◆ Task item ◆
Copy each line of the entries that includes the word "results".

Data extracted from a collection
▬▬▬▬▬▬▬▬▬▬
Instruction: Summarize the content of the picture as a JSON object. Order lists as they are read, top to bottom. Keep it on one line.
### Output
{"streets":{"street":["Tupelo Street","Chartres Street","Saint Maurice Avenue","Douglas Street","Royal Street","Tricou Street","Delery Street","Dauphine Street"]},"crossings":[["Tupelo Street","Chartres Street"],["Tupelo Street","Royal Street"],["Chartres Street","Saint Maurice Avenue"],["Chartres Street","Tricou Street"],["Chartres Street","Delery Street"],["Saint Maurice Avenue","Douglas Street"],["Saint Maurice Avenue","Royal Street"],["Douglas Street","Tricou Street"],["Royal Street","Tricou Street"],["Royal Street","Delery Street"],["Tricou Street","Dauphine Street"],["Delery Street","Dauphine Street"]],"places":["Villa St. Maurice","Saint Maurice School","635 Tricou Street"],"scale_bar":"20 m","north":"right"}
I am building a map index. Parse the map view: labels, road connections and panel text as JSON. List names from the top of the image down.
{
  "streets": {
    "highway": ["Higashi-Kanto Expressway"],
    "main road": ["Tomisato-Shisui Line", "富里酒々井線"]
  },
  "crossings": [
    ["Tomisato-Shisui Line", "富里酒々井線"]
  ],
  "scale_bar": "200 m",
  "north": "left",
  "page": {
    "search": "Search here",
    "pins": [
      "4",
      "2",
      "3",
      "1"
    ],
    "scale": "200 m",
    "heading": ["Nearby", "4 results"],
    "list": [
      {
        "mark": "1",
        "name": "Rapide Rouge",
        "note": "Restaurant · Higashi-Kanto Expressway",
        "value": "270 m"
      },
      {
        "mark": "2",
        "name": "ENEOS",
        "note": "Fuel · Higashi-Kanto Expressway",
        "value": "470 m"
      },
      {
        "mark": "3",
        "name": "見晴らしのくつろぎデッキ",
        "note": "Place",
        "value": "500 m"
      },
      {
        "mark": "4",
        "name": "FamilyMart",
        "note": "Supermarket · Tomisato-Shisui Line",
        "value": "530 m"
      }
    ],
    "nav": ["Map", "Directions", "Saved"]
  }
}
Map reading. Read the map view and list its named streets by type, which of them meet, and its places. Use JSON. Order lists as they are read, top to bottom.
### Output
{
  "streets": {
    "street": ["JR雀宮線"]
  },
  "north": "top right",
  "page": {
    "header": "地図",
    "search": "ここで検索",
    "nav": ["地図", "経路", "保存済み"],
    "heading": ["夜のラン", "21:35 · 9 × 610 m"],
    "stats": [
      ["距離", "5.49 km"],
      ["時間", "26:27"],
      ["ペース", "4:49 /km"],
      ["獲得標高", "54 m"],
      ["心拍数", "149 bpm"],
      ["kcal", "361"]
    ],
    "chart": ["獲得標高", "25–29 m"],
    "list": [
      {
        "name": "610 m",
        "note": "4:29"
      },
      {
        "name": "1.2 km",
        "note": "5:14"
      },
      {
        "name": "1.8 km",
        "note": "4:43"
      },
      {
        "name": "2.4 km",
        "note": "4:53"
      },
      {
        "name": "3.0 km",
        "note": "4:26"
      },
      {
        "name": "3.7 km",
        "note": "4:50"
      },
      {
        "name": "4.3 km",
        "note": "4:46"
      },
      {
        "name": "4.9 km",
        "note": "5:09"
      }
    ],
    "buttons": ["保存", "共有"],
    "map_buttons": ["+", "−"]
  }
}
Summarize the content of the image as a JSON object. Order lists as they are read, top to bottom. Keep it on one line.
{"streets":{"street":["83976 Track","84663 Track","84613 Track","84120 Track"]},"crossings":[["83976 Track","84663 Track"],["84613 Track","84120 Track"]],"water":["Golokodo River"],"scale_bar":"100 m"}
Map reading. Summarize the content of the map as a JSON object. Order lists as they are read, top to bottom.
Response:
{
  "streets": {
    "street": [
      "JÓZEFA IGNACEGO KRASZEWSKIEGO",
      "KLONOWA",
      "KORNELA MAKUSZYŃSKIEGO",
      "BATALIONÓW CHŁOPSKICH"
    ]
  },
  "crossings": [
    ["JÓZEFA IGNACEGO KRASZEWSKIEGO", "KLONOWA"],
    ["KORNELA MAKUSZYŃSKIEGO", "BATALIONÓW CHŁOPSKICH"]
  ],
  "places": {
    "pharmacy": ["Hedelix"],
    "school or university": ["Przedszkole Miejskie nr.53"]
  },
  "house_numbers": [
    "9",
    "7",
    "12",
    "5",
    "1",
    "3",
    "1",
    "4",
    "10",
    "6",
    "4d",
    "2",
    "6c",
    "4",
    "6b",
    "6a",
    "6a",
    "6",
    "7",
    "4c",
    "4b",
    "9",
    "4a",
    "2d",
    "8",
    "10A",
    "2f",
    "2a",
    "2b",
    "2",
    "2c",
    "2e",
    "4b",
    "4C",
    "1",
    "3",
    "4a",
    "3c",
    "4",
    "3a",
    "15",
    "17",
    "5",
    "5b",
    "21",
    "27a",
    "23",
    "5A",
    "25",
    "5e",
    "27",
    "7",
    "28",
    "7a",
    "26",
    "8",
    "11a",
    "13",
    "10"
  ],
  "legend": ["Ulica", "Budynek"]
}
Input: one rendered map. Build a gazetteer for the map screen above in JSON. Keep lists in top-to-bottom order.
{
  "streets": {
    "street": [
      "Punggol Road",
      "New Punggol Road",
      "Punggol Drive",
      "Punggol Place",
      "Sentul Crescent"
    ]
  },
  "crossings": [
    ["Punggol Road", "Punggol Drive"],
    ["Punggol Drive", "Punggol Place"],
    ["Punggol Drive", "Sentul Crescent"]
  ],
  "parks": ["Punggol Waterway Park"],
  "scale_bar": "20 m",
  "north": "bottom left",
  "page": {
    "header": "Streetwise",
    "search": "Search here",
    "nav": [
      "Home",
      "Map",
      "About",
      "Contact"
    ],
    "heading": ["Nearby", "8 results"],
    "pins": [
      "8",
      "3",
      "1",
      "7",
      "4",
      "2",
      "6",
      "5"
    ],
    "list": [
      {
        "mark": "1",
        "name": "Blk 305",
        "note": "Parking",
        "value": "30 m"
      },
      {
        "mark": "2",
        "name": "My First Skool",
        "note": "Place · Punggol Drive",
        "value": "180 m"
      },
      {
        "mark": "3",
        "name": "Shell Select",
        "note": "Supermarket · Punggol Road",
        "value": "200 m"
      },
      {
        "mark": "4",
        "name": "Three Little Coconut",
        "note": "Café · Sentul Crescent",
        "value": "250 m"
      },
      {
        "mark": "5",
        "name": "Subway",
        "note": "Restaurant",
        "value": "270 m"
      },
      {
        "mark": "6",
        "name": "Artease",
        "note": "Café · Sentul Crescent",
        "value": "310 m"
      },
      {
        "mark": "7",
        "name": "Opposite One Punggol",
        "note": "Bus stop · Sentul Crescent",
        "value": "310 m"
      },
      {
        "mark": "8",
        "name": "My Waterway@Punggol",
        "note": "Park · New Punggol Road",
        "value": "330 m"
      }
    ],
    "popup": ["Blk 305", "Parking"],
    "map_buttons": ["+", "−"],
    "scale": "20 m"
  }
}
▬▬▬▬▬▬▬▬▬▬
◆ Answer to this problem ◆
    "heading": ["Nearby", "4 results"],
    "heading": ["Nearby", "8 results"],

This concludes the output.